** Records follows **
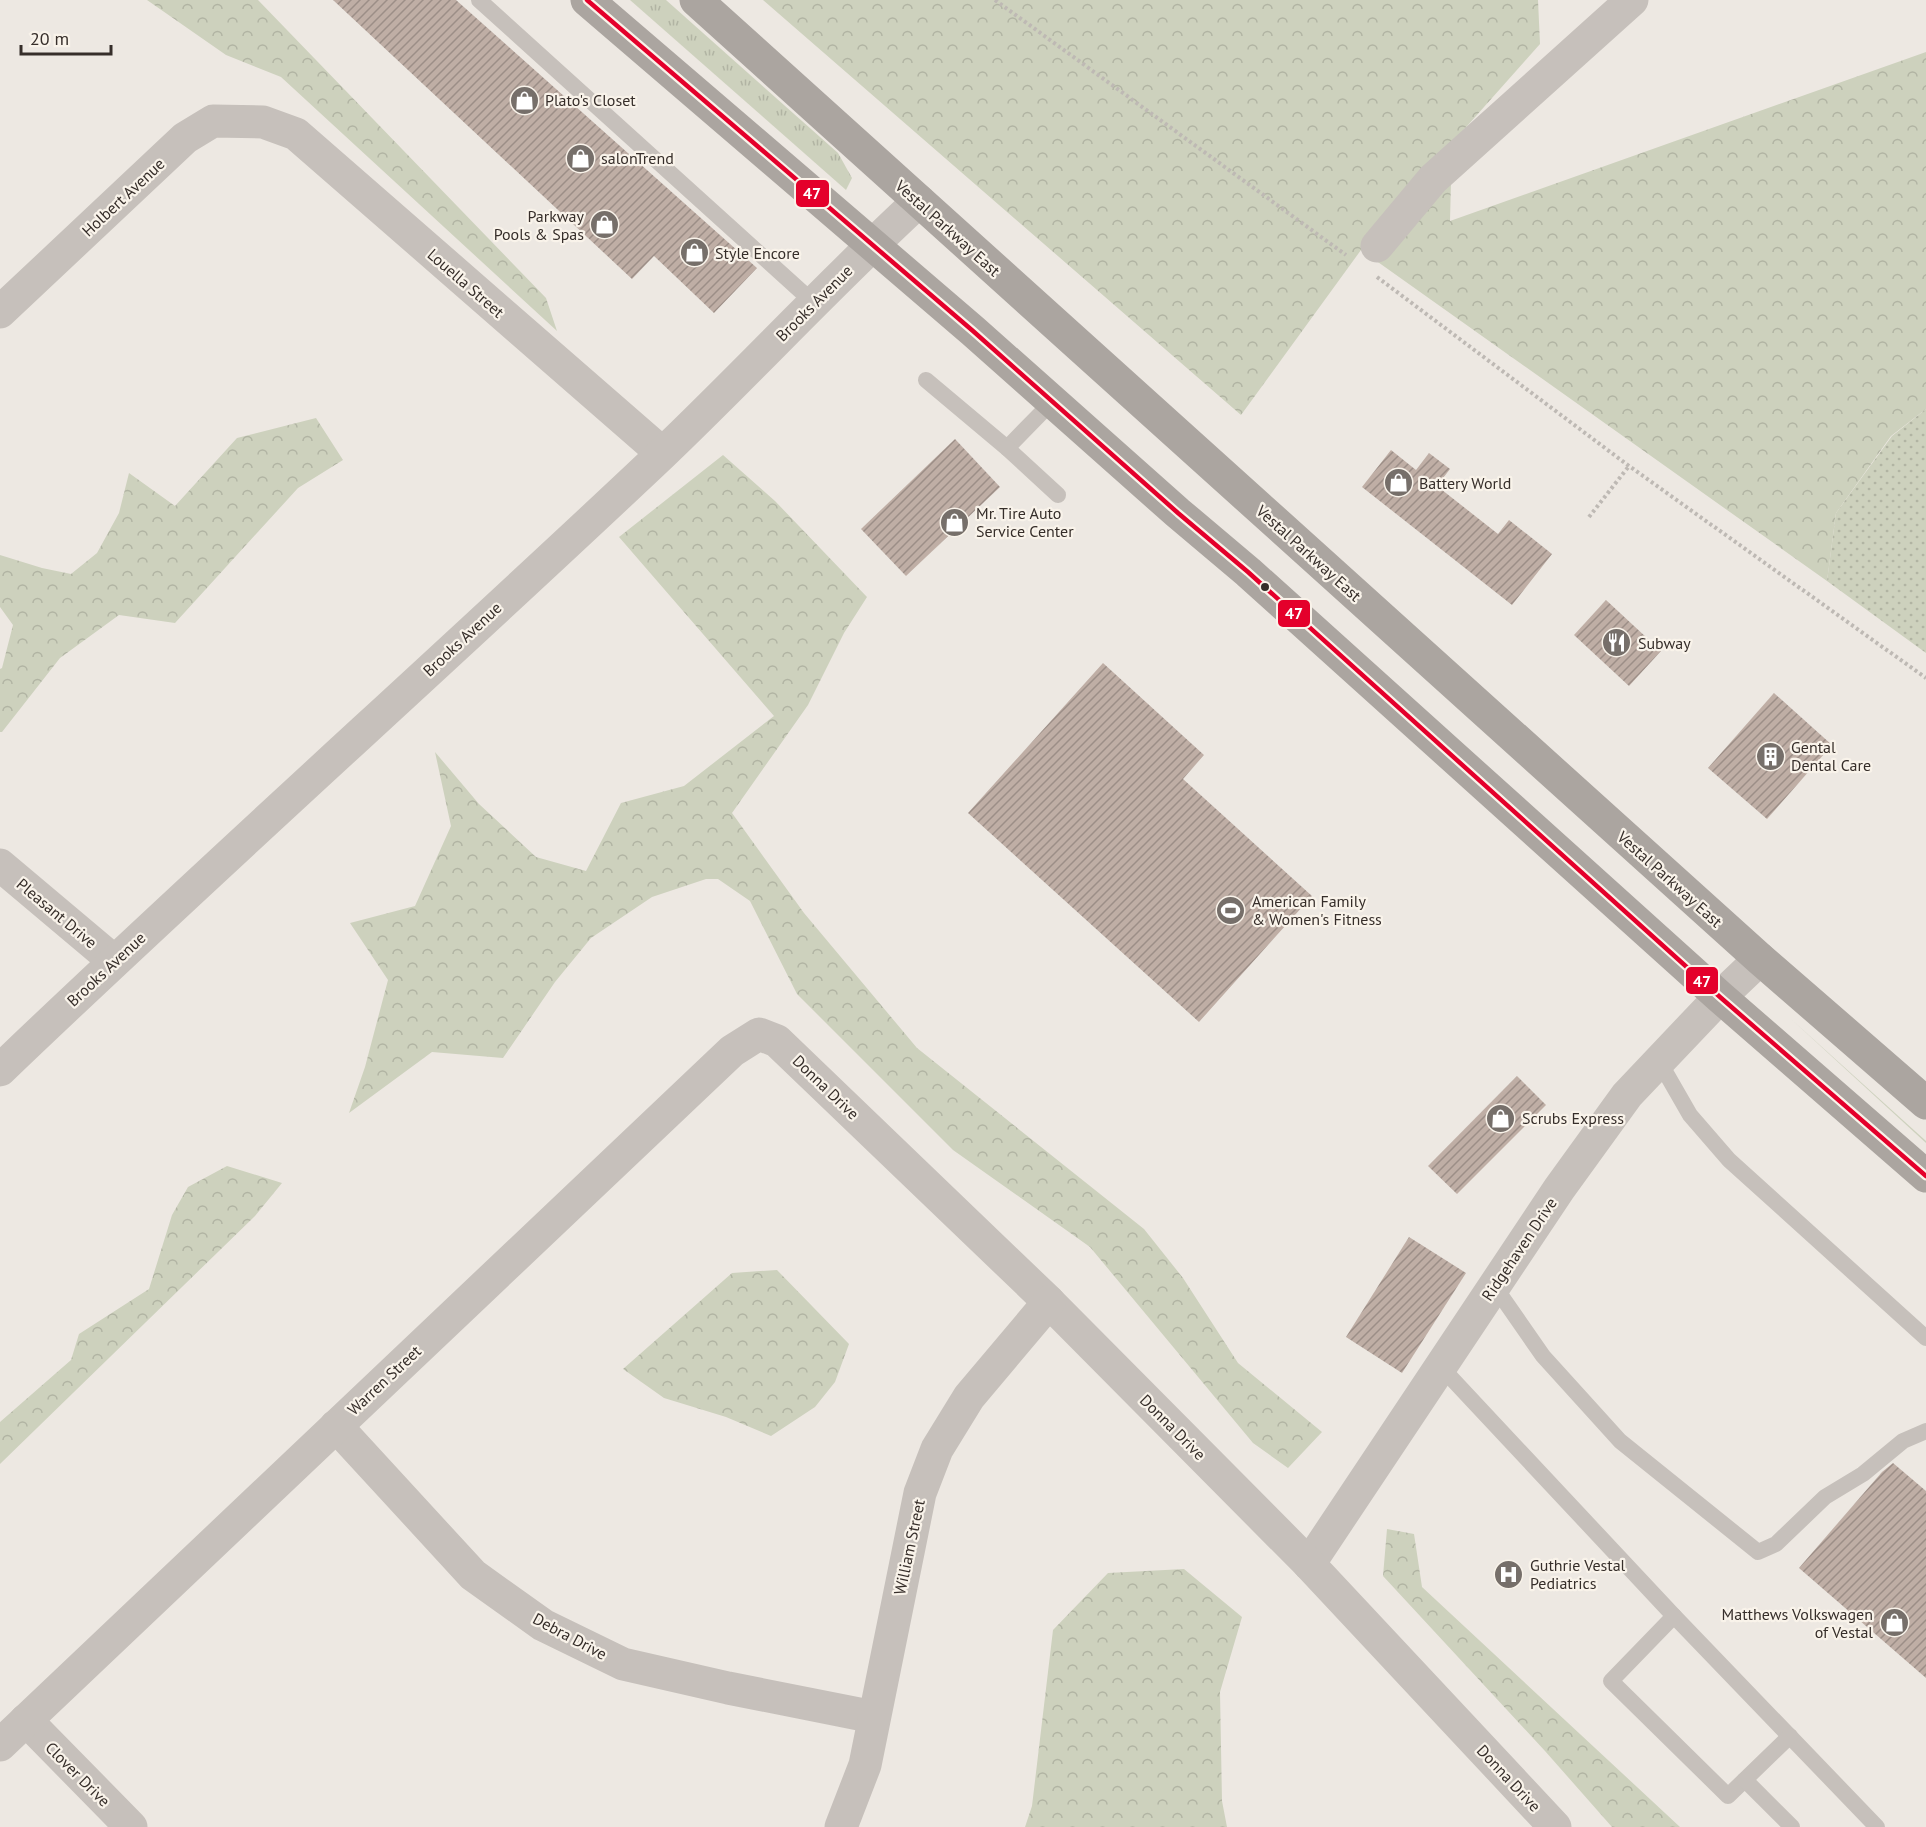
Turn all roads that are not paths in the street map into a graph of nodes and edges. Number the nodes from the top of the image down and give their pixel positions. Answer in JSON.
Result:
{"nodes":[{"id":1,"x":479,"y":0,"type":"edge"},
{"id":2,"x":587,"y":0,"type":"edge"},
{"id":3,"x":696,"y":0,"type":"edge"},
{"id":4,"x":1632,"y":0,"type":"edge"},
{"id":5,"x":263,"y":122,"type":"joint"},
{"id":6,"x":919,"y":201,"type":"junction"},
{"id":7,"x":872,"y":245,"type":"junction"},
{"id":8,"x":1367,"y":259,"type":"road end"},
{"id":9,"x":814,"y":303,"type":"junction"},
{"id":10,"x":0,"y":312,"type":"edge"},
{"id":11,"x":926,"y":380,"type":"dead end"},
{"id":12,"x":1052,"y":402,"type":"junction"},
{"id":13,"x":1007,"y":448,"type":"junction"},
{"id":14,"x":662,"y":453,"type":"junction"},
{"id":15,"x":1058,"y":495,"type":"dead end"},
{"id":16,"x":0,"y":865,"type":"edge"},
{"id":17,"x":1760,"y":959,"type":"junction"},
{"id":18,"x":114,"y":961,"type":"junction"},
{"id":19,"x":1720,"y":997,"type":"junction"},
{"id":20,"x":777,"y":1041,"type":"joint"},
{"id":21,"x":1659,"y":1061,"type":"junction"},
{"id":22,"x":0,"y":1070,"type":"edge"},
{"id":23,"x":1926,"y":1103,"type":"edge"},
{"id":24,"x":1926,"y":1176,"type":"edge"},
{"id":25,"x":1495,"y":1287,"type":"junction"},
{"id":26,"x":1049,"y":1302,"type":"junction"},
{"id":27,"x":1926,"y":1338,"type":"edge"},
{"id":28,"x":1441,"y":1367,"type":"junction"},
{"id":29,"x":336,"y":1426,"type":"junction"},
{"id":30,"x":1926,"y":1431,"type":"edge"},
{"id":31,"x":1310,"y":1564,"type":"junction"},
{"id":32,"x":1674,"y":1616,"type":"junction"},
{"id":33,"x":874,"y":1717,"type":"junction"},
{"id":34,"x":26,"y":1720,"type":"junction"},
{"id":35,"x":1790,"y":1736,"type":"junction"},
{"id":36,"x":0,"y":1745,"type":"edge"},
{"id":37,"x":1745,"y":1780,"type":"junction"},
{"id":38,"x":131,"y":1827,"type":"edge"},
{"id":39,"x":841,"y":1827,"type":"edge"},
{"id":40,"x":1555,"y":1827,"type":"edge"},
{"id":41,"x":1792,"y":1827,"type":"edge"},
{"id":42,"x":1877,"y":1827,"type":"edge"}],
"edges":[{"from":1,"to":9,"type":"lane"},
{"from":2,"to":7,"type":"main road"},
{"from":3,"to":6,"type":"main road","name":"Vestal Parkway East"},
{"from":4,"to":8,"type":"street"},
{"from":5,"to":10,"type":"street","name":"Holbert Avenue"},
{"from":5,"to":14,"type":"street","name":"Louella Street"},
{"from":6,"to":7,"type":"street","name":"Brooks Avenue"},
{"from":6,"to":17,"type":"main road","name":"Vestal Parkway East"},
{"from":7,"to":9,"type":"street","name":"Brooks Avenue"},
{"from":7,"to":12,"type":"main road"},
{"from":9,"to":14,"type":"street","name":"Brooks Avenue"},
{"from":11,"to":13,"type":"lane"},
{"from":12,"to":13,"type":"lane"},
{"from":12,"to":19,"type":"main road"},
{"from":13,"to":15,"type":"lane"},
{"from":14,"to":18,"type":"street","name":"Brooks Avenue"},
{"from":16,"to":18,"type":"street","name":"Pleasant Drive"},
{"from":17,"to":19,"type":"street","name":"Ridgehaven Drive"},
{"from":17,"to":23,"type":"main road","name":"Vestal Parkway East"},
{"from":18,"to":22,"type":"street","name":"Brooks Avenue"},
{"from":19,"to":21,"type":"street","name":"Ridgehaven Drive"},
{"from":19,"to":24,"type":"main road"},
{"from":20,"to":26,"type":"street","name":"Donna Drive"},
{"from":20,"to":29,"type":"street","name":"Warren Street"},
{"from":21,"to":25,"type":"street","name":"Ridgehaven Drive"},
{"from":21,"to":27,"type":"lane"},
{"from":25,"to":28,"type":"street","name":"Ridgehaven Drive"},
{"from":25,"to":30,"type":"lane"},
{"from":26,"to":31,"type":"street","name":"Donna Drive"},
{"from":26,"to":33,"type":"street","name":"William Street"},
{"from":28,"to":31,"type":"street","name":"Ridgehaven Drive"},
{"from":28,"to":32,"type":"lane"},
{"from":29,"to":33,"type":"street","name":"Debra Drive"},
{"from":29,"to":34,"type":"street","name":"Warren Street"},
{"from":31,"to":40,"type":"street","name":"Donna Drive"},
{"from":32,"to":35,"type":"lane"},
{"from":32,"to":37,"type":"lane"},
{"from":33,"to":39,"type":"street","name":"William Street"},
{"from":34,"to":36,"type":"street","name":"Warren Street"},
{"from":34,"to":38,"type":"street","name":"Clover Drive"},
{"from":35,"to":37,"type":"lane"},
{"from":35,"to":42,"type":"lane"},
{"from":37,"to":41,"type":"lane"}]}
** End of Records **
Aim of the task → Every record above must be copied exactly; none of the pictures belong in the copy.

Response for this exercise →
Turn all roads that are not paths in the street map into a graph of nodes and edges. Number the nodes from the top of the image down and give their pixel positions. Answer in JSON.
Result:
{"nodes":[{"id":1,"x":479,"y":0,"type":"edge"},
{"id":2,"x":587,"y":0,"type":"edge"},
{"id":3,"x":696,"y":0,"type":"edge"},
{"id":4,"x":1632,"y":0,"type":"edge"},
{"id":5,"x":263,"y":122,"type":"joint"},
{"id":6,"x":919,"y":201,"type":"junction"},
{"id":7,"x":872,"y":245,"type":"junction"},
{"id":8,"x":1367,"y":259,"type":"road end"},
{"id":9,"x":814,"y":303,"type":"junction"},
{"id":10,"x":0,"y":312,"type":"edge"},
{"id":11,"x":926,"y":380,"type":"dead end"},
{"id":12,"x":1052,"y":402,"type":"junction"},
{"id":13,"x":1007,"y":448,"type":"junction"},
{"id":14,"x":662,"y":453,"type":"junction"},
{"id":15,"x":1058,"y":495,"type":"dead end"},
{"id":16,"x":0,"y":865,"type":"edge"},
{"id":17,"x":1760,"y":959,"type":"junction"},
{"id":18,"x":114,"y":961,"type":"junction"},
{"id":19,"x":1720,"y":997,"type":"junction"},
{"id":20,"x":777,"y":1041,"type":"joint"},
{"id":21,"x":1659,"y":1061,"type":"junction"},
{"id":22,"x":0,"y":1070,"type":"edge"},
{"id":23,"x":1926,"y":1103,"type":"edge"},
{"id":24,"x":1926,"y":1176,"type":"edge"},
{"id":25,"x":1495,"y":1287,"type":"junction"},
{"id":26,"x":1049,"y":1302,"type":"junction"},
{"id":27,"x":1926,"y":1338,"type":"edge"},
{"id":28,"x":1441,"y":1367,"type":"junction"},
{"id":29,"x":336,"y":1426,"type":"junction"},
{"id":30,"x":1926,"y":1431,"type":"edge"},
{"id":31,"x":1310,"y":1564,"type":"junction"},
{"id":32,"x":1674,"y":1616,"type":"junction"},
{"id":33,"x":874,"y":1717,"type":"junction"},
{"id":34,"x":26,"y":1720,"type":"junction"},
{"id":35,"x":1790,"y":1736,"type":"junction"},
{"id":36,"x":0,"y":1745,"type":"edge"},
{"id":37,"x":1745,"y":1780,"type":"junction"},
{"id":38,"x":131,"y":1827,"type":"edge"},
{"id":39,"x":841,"y":1827,"type":"edge"},
{"id":40,"x":1555,"y":1827,"type":"edge"},
{"id":41,"x":1792,"y":1827,"type":"edge"},
{"id":42,"x":1877,"y":1827,"type":"edge"}],
"edges":[{"from":1,"to":9,"type":"lane"},
{"from":2,"to":7,"type":"main road"},
{"from":3,"to":6,"type":"main road","name":"Vestal Parkway East"},
{"from":4,"to":8,"type":"street"},
{"from":5,"to":10,"type":"street","name":"Holbert Avenue"},
{"from":5,"to":14,"type":"street","name":"Louella Street"},
{"from":6,"to":7,"type":"street","name":"Brooks Avenue"},
{"from":6,"to":17,"type":"main road","name":"Vestal Parkway East"},
{"from":7,"to":9,"type":"street","name":"Brooks Avenue"},
{"from":7,"to":12,"type":"main road"},
{"from":9,"to":14,"type":"street","name":"Brooks Avenue"},
{"from":11,"to":13,"type":"lane"},
{"from":12,"to":13,"type":"lane"},
{"from":12,"to":19,"type":"main road"},
{"from":13,"to":15,"type":"lane"},
{"from":14,"to":18,"type":"street","name":"Brooks Avenue"},
{"from":16,"to":18,"type":"street","name":"Pleasant Drive"},
{"from":17,"to":19,"type":"street","name":"Ridgehaven Drive"},
{"from":17,"to":23,"type":"main road","name":"Vestal Parkway East"},
{"from":18,"to":22,"type":"street","name":"Brooks Avenue"},
{"from":19,"to":21,"type":"street","name":"Ridgehaven Drive"},
{"from":19,"to":24,"type":"main road"},
{"from":20,"to":26,"type":"street","name":"Donna Drive"},
{"from":20,"to":29,"type":"street","name":"Warren Street"},
{"from":21,"to":25,"type":"street","name":"Ridgehaven Drive"},
{"from":21,"to":27,"type":"lane"},
{"from":25,"to":28,"type":"street","name":"Ridgehaven Drive"},
{"from":25,"to":30,"type":"lane"},
{"from":26,"to":31,"type":"street","name":"Donna Drive"},
{"from":26,"to":33,"type":"street","name":"William Street"},
{"from":28,"to":31,"type":"street","name":"Ridgehaven Drive"},
{"from":28,"to":32,"type":"lane"},
{"from":29,"to":33,"type":"street","name":"Debra Drive"},
{"from":29,"to":34,"type":"street","name":"Warren Street"},
{"from":31,"to":40,"type":"street","name":"Donna Drive"},
{"from":32,"to":35,"type":"lane"},
{"from":32,"to":37,"type":"lane"},
{"from":33,"to":39,"type":"street","name":"William Street"},
{"from":34,"to":36,"type":"street","name":"Warren Street"},
{"from":34,"to":38,"type":"street","name":"Clover Drive"},
{"from":35,"to":37,"type":"lane"},
{"from":35,"to":42,"type":"lane"},
{"from":37,"to":41,"type":"lane"}]}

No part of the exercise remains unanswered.